Antenna e frana, scontro aperto a Canzano

L’opposizione accusa: «Sbagliato il sito per l’impianto Wind, inerzia totale sul dissesto»
CANZANO. L’ultimo consiglio comunale di Canzano si è tenuto su convocazione richiesta dai consiglieri comunali di opposizione Mario Di Domenicantonio e Giuliano Delicato per discutere del problema della localizzazione dell’antenna Wind «a seguito», scrivono i due consiglieri in una nota, «delle numerose proteste da parte dei cittadini».
Di Domenicantonio e Delicato hanno chiesto la revoca di alcune delibere che consentivano il posizionamento dell’antenna nel piazzale antistante il cimitero. «Tra le motivazioni», sostengono, «il fatto che la stessa è posizionata a meno di 70 metri dalle abitazioni in violazione del decreto Gasparri del 2002» e alcuni vizi di forma nella procedura. «Dal punto di vista meno formale ma più sostanziale è stata contestata la scelta del sito. Adiacente alle abitazioni, a circa 300 metri dalla scuola, in vicinanza della storica chiesa di San Salvatore risalente al XII secolo, inoltre la riduzione del parcheggio del cimitero e soprattutto il fatto che il posizionamento è avvenuto senza alcuna preventiva informazione a coloro che vi abitano e tantomeno nei modi di legge ai consiglieri di minoranza». Il sindaco e la maggioranza però hanno votato contro la revoca del sito e la delocalizzazione in altro punto meno impattante del territorio comunale.

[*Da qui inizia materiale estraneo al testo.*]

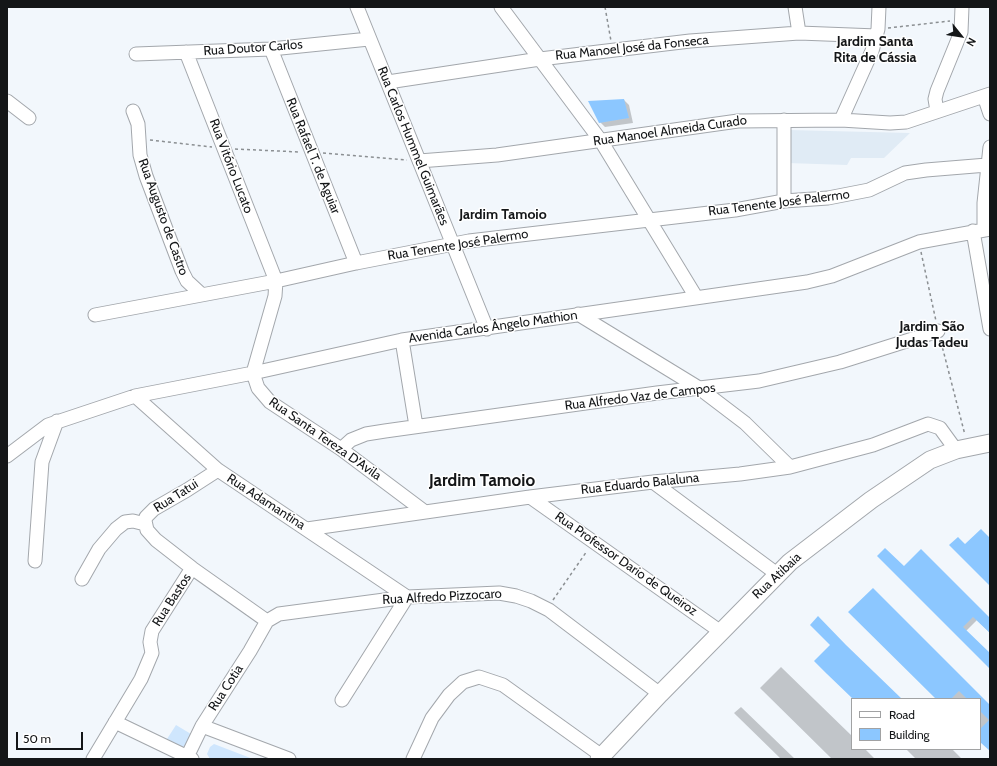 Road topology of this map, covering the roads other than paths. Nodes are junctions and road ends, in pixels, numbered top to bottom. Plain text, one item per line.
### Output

Oltre all’antenna si è discusso anche della frana che interessa il centro storico di Canzano. I consiglieri Di Domenicantonio e Delicato hanno accusato l’amministrazione «perché a un anno di distanza nulla ancora è stato fatto. La stessa Regione, che è intervenuta annunciando un ulteriore finanziamento di 300.000 euro, ad inizio dicembre 2017 ha affermato: “Il Comune non fa la propria parte”. Ad oggi l’accesso al centro del paese è solo pedonale e la situazione della frana è peggiorata. È stata ribadita la responsabilità dell’amministrazione nel non fare ricorso immediatamente a provvedimenti di urgenza come anche indicato dall’Ance».
Il sindaco e la maggioranza hanno risposto che la scelta dell’intervento non è stata dell’amministrazione ma del Genio civile, che ha rimesso a suo tempo una relazione tecnica al Comune, e che pertanto i ritardi non sono imputabili al Comune. Secondo i consiglieri di opposizione alla seduta «vi è stata la partecipazione di numerosi cittadini, i quali hanno vivacemente contestato l’amministrazione».